Primrose filed its Chapter 11 petition on Jan. 27 in the U.S. Bankruptcy Court for the Northern District of Illinois. The case is docketed as No. 26‑01430 and lists assets between $1 million and $10 million and liabilities between $10 million and $50 million. The petition lists Jeff Puch as the signatory and identifies David K. Welch of Burke, Warren, MacKay & Serritella as counsel. The filing also indicates there may be funds available for unsecured creditors, according to Bondoro.

Staffing firm and lender top the creditor list

Court paperwork and related reporting show Primrose is trying to reorganize more than $12 million in debt. Labor Solutions appears as the largest unsecured creditor at about $7.5 million, even as the staffing firm continues to supply contract workers to the plant. The filings further show that Pathward now holds Primrose’s $7.5 million line of credit and that the company is seeking secured financing and court permission to use cash collateral tied to that facility so it can keep the lights on and the lines running. Those steps are intended to maintain production while Primrose works to shore up pricing and customer contracts, according to the Chicago Tribune.

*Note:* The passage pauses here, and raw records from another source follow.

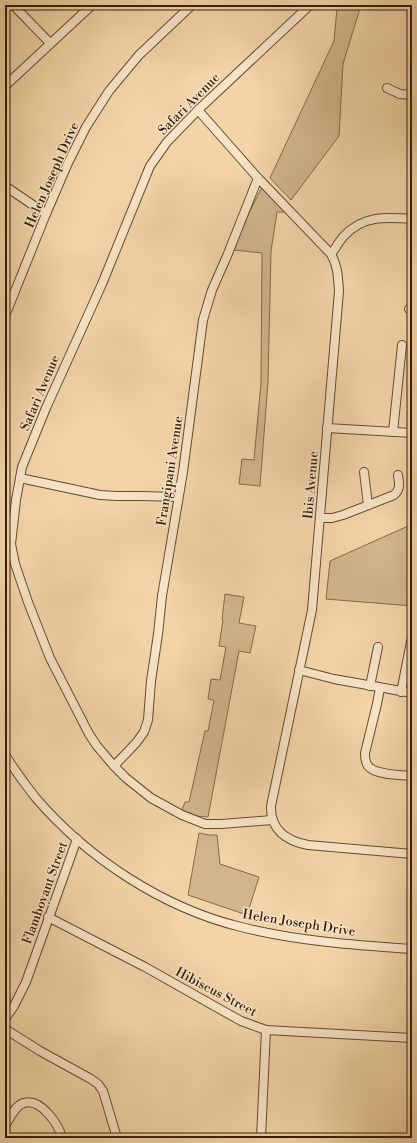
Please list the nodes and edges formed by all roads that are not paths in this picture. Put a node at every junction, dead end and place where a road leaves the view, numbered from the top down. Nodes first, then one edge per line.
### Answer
1 (13, 5) edge
2 (92, 5) edge
3 (192, 5) edge
4 (310, 5) edge
5 (50, 43) junction
6 (5, 86) edge
7 (387, 88) dead end
8 (412, 96) edge
9 (198, 110) junction
10 (258, 178) junction
11 (5, 186) edge
12 (46, 214) junction
13 (412, 219) edge
14 (331, 254) junction
15 (5, 316) edge
16 (402, 345) dead end
17 (327, 428) junction
18 (393, 432) junction
19 (412, 433) edge
20 (364, 472) dead end
21 (398, 475) dead end
22 (20, 478) junction
23 (178, 497) junction
24 (368, 504) junction
25 (320, 518) junction
26 (412, 637) edge
27 (378, 647) dead end
28 (299, 670) junction
29 (370, 686) junction
30 (380, 688) junction
31 (401, 692) junction
32 (412, 694) edge
33 (5, 755) edge
34 (114, 766) junction
35 (412, 776) edge
36 (272, 820) junction
37 (76, 839) junction
38 (412, 854) edge
39 (48, 917) junction
40 (412, 949) edge
41 (5, 1019) edge
42 (5, 1029) edge
43 (266, 1030) junction
44 (412, 1038) edge
45 (5, 1126) edge
46 (62, 1138) edge
47 (117, 1138) edge
48 (261, 1138) edge

1 - 5 street
2 - 5 street
3 - 12 street, Helen Joseph Drive
4 - 9 street, Safari Avenue
5 - 6 street
7 - 8 street
9 - 10 street, Ibis Avenue
9 - 22 street, Safari Avenue
10 - 14 street, Ibis Avenue
10 - 23 street, Frangipani Avenue
11 - 12 street
12 - 15 street, Helen Joseph Drive
13 - 14 street
14 - 17 street, Ibis Avenue
16 - 18 street
17 - 18 street
17 - 25 street, Ibis Avenue
18 - 19 street
20 - 24 street
21 - 24 street
22 - 23 street
22 - 34 street, Safari Avenue
23 - 34 street, Frangipani Avenue
24 - 25 street
25 - 28 street, Ibis Avenue
26 - 31 street
27 - 29 street
28 - 29 street
28 - 36 street, Ibis Avenue
29 - 30 street
30 - 31 street
30 - 35 street
31 - 32 street
33 - 37 street, Helen Joseph Drive
34 - 36 street, Safari Avenue
36 - 38 street
37 - 39 street, Flamboyant Street
37 - 40 street, Helen Joseph Drive
39 - 41 street, Flamboyant Street
39 - 43 street, Hibiscus Street
42 - 47 street
43 - 44 street, Hibiscus Street
43 - 48 street
45 - 46 street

Family‑run factory still turns out classic candies

Primrose’s website says the company has been making candy in Chicago since 1928 and promotes private‑label and contract production for hard candies, buttery toffee, caramels, saltwater taffy, and flavored popcorn. The site lists the plant at 4111 W Parker Ave and highlights both sizable production capacity and SQF certification, facts company leaders cite when arguing the business can survive if given time to reorganize. Those details appear on the official Primrose Candy Company site.

What Chapter 11 does and the timeline

Chapter 11 generally lets a company keep operating while it works on a court‑approved plan to repay creditors and, in some cases, line up new financing under the supervision of the bankruptcy court, according to legal guides. FindLaw notes that the debtor typically stays in possession of its assets while a plan is negotiated and approved. Primrose’s attorney, David Welch, told the Chicago Tribune the company hopes to confirm a plan “months down the road” and that “the cost of making candy has increased and old debt makes pricing unsustainable.”

What comes next for workers and shoppers

Primrose says it will push lenders for support while the court sets deadlines for a disclosure statement and a confirmation vote. Creditors and the judge will ultimately decide whether the reorganization plan flies. Industry coverage points out that smaller U.S. candy makers have been squeezed by higher domestic sugar costs and competition from lower‑cost imports, headwinds that can make restructuring tougher for family‑owned manufacturers. That broader backdrop is outlined by TheStreet.